“Like an unskilled doctor, fallen ill, you lose heart and cannot discover by which remedies to cure your own disease.” (Aeschylus, Prometheus Bound)
How can you have a great life? One strategy is to study and emulate the lives of great people like Martin Luther King Junior. Every padawan benefits from having a mentor, like Luke Skywalker was Yoda’s student.
Where can you find such highly successful people? Some places to look are sports, politics, and of course the history of ideas. One such person was the philosopher Friedrich Nietzsche. Renowned Nietzsche Scholar Yunus Tuncel points out:
“Nietzsche dealt with the problems of life as a child and a teenager. He lost his father at a young age and then they had to move to the nearest town.
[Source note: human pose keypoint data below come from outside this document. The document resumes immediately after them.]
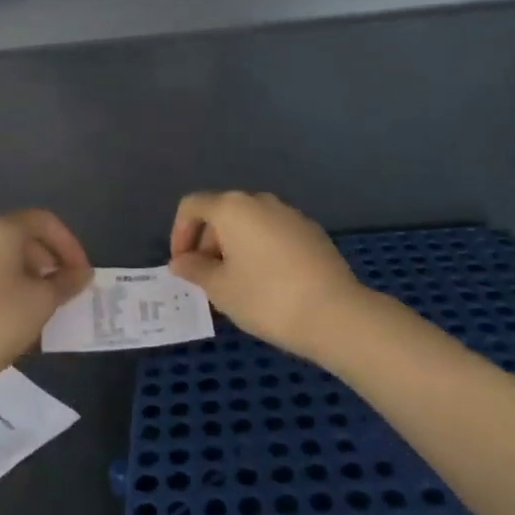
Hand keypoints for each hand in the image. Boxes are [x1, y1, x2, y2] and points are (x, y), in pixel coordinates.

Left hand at [0, 211, 90, 390]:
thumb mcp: (43, 301)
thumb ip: (67, 282)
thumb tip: (82, 274)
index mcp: (1, 229)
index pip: (45, 222)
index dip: (70, 244)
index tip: (82, 273)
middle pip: (25, 236)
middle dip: (51, 259)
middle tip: (67, 287)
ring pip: (6, 255)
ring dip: (32, 273)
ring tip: (47, 302)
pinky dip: (11, 283)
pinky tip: (20, 311)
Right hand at [168, 191, 376, 361]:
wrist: (335, 313)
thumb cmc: (266, 298)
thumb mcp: (220, 289)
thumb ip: (195, 270)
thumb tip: (181, 261)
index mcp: (232, 208)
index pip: (192, 206)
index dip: (179, 233)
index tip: (183, 266)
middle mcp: (260, 201)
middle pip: (222, 213)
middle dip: (208, 243)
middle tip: (208, 281)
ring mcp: (290, 214)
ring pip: (250, 224)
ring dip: (235, 248)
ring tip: (237, 285)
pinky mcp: (312, 231)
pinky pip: (274, 234)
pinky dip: (261, 251)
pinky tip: (269, 284)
In his early teen years, he started having health problems. And yet, he struggled and did not give up. He always confronted his sufferings rather than surrender and pursued his studies and learning. There is much to learn from all of that.”
Nietzsche had many great and interesting ideas. One was about morality. For instance, if we look at the terms “good” and “evil,” they seem to have a religious sense, such as our word “good-bye,” which originally meant “God-be-with-you.” Things were good because God liked them, and evil if God hated them. Nietzsche pointed out that things can be good and yet morally wrong, for instance “good” means “effective” if we speak of a good bird of prey – though a human doing what a good bird of prey does would be a problem for society. Moreover, one event can generate multiple contradictory ethical interpretations, such as the western reaction to 9’11 vs the Palestinian celebration of it at the time.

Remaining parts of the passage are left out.